● **Work item**: Of all the entries below, retype only the lines from the one with "ring dip: (231, 153)" through the one with "ring dip: (271, 256)", exactly as they appear.

== Segment start ==

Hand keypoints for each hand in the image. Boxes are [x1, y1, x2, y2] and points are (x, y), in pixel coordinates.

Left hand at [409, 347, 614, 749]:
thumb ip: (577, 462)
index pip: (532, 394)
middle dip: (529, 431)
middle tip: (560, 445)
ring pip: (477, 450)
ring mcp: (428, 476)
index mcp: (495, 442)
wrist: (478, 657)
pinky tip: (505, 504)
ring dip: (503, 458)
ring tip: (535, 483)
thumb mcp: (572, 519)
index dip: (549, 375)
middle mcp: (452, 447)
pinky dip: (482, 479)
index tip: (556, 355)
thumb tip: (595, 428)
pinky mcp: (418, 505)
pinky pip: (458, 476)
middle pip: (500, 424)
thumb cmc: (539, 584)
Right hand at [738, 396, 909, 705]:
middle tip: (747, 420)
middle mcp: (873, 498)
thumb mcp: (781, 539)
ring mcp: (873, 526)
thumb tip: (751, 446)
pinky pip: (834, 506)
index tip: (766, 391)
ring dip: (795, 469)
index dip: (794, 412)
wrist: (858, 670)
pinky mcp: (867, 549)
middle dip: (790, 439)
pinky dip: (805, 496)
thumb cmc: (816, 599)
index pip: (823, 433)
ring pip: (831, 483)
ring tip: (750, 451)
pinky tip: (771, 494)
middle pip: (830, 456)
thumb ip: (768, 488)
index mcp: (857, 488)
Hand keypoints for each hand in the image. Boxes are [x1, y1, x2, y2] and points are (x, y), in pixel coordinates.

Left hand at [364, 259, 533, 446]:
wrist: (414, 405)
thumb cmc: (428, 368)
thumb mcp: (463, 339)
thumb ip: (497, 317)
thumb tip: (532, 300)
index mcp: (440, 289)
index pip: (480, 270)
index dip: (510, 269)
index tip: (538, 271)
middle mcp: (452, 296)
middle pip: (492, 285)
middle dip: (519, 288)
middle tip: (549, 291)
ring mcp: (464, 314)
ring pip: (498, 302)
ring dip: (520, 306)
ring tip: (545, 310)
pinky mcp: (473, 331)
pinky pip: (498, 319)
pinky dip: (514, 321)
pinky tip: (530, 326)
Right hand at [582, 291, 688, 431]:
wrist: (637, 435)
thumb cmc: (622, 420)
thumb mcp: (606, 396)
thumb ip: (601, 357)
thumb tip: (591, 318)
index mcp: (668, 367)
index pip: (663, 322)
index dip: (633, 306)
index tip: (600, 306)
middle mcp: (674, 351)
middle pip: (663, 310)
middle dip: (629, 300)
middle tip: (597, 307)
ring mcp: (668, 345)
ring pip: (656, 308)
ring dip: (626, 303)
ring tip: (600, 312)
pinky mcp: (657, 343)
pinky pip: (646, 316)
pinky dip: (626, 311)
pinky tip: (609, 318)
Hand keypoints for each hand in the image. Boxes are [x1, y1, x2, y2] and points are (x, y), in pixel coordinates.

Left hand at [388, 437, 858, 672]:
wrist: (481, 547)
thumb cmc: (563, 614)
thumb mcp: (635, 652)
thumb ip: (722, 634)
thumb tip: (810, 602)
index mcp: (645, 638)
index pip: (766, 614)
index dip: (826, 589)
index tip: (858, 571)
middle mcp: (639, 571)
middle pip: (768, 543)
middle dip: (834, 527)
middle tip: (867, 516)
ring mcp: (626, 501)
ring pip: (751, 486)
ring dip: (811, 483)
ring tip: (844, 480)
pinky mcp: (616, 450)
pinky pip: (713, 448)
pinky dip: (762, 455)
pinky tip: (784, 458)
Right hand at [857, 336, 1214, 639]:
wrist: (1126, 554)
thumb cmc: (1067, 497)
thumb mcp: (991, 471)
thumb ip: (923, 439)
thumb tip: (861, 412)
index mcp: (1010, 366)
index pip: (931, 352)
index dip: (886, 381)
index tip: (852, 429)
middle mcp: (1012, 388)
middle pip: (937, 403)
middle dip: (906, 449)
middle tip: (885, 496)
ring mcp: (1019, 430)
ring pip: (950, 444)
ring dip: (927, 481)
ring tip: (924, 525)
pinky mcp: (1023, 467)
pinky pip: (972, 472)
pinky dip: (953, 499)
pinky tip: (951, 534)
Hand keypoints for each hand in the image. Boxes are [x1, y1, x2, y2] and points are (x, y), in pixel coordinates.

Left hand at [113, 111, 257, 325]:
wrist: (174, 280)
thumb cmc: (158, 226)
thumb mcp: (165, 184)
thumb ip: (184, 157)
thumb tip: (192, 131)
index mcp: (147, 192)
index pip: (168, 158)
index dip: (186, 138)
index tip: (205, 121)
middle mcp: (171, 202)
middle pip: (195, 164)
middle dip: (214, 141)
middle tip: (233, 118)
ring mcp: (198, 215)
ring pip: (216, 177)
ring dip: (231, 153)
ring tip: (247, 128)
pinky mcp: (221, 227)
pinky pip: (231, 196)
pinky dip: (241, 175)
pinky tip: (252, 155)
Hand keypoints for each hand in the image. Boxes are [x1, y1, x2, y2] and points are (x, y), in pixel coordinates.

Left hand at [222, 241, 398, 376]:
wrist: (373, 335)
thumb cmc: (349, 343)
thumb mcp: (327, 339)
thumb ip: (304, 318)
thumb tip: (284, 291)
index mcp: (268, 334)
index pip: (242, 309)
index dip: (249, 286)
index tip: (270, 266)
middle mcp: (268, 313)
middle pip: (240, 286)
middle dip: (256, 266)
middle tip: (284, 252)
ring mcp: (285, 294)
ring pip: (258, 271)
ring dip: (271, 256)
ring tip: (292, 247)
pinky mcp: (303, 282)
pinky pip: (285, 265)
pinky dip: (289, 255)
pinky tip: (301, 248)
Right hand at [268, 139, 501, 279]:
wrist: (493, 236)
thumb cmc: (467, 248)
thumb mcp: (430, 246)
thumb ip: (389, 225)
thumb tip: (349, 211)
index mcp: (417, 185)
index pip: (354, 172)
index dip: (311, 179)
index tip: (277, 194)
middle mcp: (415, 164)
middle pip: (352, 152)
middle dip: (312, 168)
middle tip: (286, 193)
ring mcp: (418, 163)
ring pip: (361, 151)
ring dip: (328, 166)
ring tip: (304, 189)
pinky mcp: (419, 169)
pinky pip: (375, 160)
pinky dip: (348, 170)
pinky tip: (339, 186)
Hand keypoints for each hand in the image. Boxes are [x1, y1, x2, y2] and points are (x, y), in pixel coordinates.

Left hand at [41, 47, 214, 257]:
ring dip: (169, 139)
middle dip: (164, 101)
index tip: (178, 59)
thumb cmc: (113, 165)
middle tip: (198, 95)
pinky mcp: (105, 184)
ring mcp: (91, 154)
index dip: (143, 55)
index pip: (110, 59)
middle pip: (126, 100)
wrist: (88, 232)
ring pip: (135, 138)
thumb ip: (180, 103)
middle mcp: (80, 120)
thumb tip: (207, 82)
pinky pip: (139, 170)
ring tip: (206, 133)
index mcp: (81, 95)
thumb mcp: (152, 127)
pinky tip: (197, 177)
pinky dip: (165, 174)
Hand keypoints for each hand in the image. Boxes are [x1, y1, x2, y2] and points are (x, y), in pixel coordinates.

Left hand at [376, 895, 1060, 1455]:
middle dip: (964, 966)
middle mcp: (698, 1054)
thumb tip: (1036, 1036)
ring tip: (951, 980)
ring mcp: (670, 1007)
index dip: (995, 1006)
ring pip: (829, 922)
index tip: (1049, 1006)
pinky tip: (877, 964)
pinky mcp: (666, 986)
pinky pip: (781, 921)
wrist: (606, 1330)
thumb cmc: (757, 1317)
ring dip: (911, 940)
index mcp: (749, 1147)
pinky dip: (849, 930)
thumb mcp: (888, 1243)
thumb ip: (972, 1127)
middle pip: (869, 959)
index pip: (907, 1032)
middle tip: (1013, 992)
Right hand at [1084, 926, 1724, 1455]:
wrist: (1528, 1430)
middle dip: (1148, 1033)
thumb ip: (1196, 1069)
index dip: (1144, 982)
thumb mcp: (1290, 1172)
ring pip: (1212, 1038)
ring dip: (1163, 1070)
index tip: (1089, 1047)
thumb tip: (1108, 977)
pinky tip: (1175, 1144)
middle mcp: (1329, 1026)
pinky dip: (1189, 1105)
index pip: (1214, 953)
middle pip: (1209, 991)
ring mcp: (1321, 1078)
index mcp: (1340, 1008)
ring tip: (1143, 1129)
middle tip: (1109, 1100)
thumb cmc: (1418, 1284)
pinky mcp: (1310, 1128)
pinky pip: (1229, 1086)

== Segment end ==

● **Answer for the task**:
ring dip: (231, 153)
ring tip: (247, 128)
pinky mcp: (221, 227)
pinky pip: (231, 196)
pinky dip: (241, 175)
pinky tip: (252, 155)
Hand keypoints for each hand in the image. Boxes are [x1, y1, x2, y2] and points are (x, y), in pixel coordinates.

Left hand at [222, 241, 398, 376]:
wrist: (373, 335)
thumb cmc: (349, 343)
thumb mcp: (327, 339)
thumb ip: (304, 318)
thumb tip: (284, 291)
index mcp: (268, 334)
index pip: (242, 309)
index dip: (249, 286)
index tip: (270, 266)
middle mcp: (268, 313)
middle pip: (240, 286)
middle dip: (256, 266)
middle tip: (284, 252)
ring mcp: (285, 294)
ring pip: (258, 271)
ring dip: (271, 256)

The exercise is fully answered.